I never would have guessed that you could remove the spark plug of this family, the spirit of this home, the spontaneity of our lives and we would do as well as we have.  The reason is in the title of this post.  We are never alone.  While we miss Pam terribly and sometimes the tears just come out of the blue, we are not alone.  I long for the special companionship that only the husband and wife share, but I’m never alone.  Many times I feel inadequate to perform in social situations the way I have for the last 25 years under the direction of the best, still, I am not alone.  It is more than a cliché, it is reality.  I loved being married to Pam, we were, in Pam’s words, peanut butter and jelly.  Our union wasn’t just blessed by God, it was orchestrated by Him.  The sweetness of her smile, the hilarity of her laugh, the unpredictability of her humor, her intoxicating smile, irresistible charm, her enthusiastic hugs, her passion, innocence, sophistication and intuition were just a few of the blessings she shared with us.  What an amazing woman!  What a truly spectacularly special human being.  What a joy and a privilege to know her, love her, share my life with her and learn from her.
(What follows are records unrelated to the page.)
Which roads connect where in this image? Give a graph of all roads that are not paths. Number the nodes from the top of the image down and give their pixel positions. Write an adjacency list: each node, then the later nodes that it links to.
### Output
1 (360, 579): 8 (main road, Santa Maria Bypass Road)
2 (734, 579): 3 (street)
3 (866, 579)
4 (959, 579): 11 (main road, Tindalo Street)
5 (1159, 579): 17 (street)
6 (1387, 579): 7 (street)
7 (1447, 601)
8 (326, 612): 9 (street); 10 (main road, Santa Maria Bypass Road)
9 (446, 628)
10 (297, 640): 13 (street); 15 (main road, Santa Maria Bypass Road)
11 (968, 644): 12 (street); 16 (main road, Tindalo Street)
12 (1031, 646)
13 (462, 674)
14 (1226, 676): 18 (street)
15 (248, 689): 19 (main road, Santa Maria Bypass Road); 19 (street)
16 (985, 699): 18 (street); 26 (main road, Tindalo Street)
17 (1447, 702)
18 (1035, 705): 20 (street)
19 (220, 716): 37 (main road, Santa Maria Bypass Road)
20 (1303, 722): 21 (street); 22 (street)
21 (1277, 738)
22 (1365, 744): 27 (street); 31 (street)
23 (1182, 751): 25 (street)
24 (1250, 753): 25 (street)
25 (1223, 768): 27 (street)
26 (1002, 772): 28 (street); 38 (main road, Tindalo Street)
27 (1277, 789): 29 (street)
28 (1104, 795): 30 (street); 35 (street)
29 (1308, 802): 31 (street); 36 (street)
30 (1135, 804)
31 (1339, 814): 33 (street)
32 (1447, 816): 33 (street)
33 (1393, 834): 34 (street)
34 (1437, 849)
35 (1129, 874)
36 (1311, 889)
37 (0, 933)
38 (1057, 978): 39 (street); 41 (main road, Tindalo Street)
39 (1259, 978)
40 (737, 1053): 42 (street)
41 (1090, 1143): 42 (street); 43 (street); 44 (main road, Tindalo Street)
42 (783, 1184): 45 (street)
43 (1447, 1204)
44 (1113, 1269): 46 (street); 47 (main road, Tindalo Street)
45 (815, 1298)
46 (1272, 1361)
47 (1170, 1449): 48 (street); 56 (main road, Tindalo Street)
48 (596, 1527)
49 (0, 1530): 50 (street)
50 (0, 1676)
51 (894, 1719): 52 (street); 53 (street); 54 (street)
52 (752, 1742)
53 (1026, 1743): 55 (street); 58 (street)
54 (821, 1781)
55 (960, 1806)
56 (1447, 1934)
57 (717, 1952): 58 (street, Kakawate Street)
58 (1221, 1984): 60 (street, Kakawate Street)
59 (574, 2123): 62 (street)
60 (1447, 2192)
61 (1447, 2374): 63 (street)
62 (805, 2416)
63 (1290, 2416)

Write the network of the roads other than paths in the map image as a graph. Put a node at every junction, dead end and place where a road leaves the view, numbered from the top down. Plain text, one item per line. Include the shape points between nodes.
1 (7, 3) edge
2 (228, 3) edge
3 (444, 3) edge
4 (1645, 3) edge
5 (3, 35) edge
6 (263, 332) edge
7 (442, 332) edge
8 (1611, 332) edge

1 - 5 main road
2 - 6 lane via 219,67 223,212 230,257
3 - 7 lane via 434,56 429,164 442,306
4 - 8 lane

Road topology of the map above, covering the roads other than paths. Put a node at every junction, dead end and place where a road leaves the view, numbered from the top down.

As she said in this prayer, we are not alone.  Typical Pam, in this audio file you will hear her get choked up twice, once when recalling a story about our daughter Aimee and the other when she is praying for our friend Jim who was serving in Iraq at the time.  Pam genuinely loved and cared about people.


We have made it through this year with a strength that is not our own, a strength that is not from us.  Many people are praying for us as a family and God is honoring those prayers.  He is showing us mercy and showering us with grace.  God is good.  God is faithful.  God can be trusted.  He is real, His Spirit that lives within all true believers is real.  Because of God’s faithfulness and presence, we live.  We don’t just survive this indescribable pain, we have love, joy and hope beyond measure.

It is exciting to think about what she is doing right now.  I am so happy for her.  Sadness, pain, betrayal, heartache and disappointment can’t touch her anymore.  She is experiencing the abundant life that God created us for.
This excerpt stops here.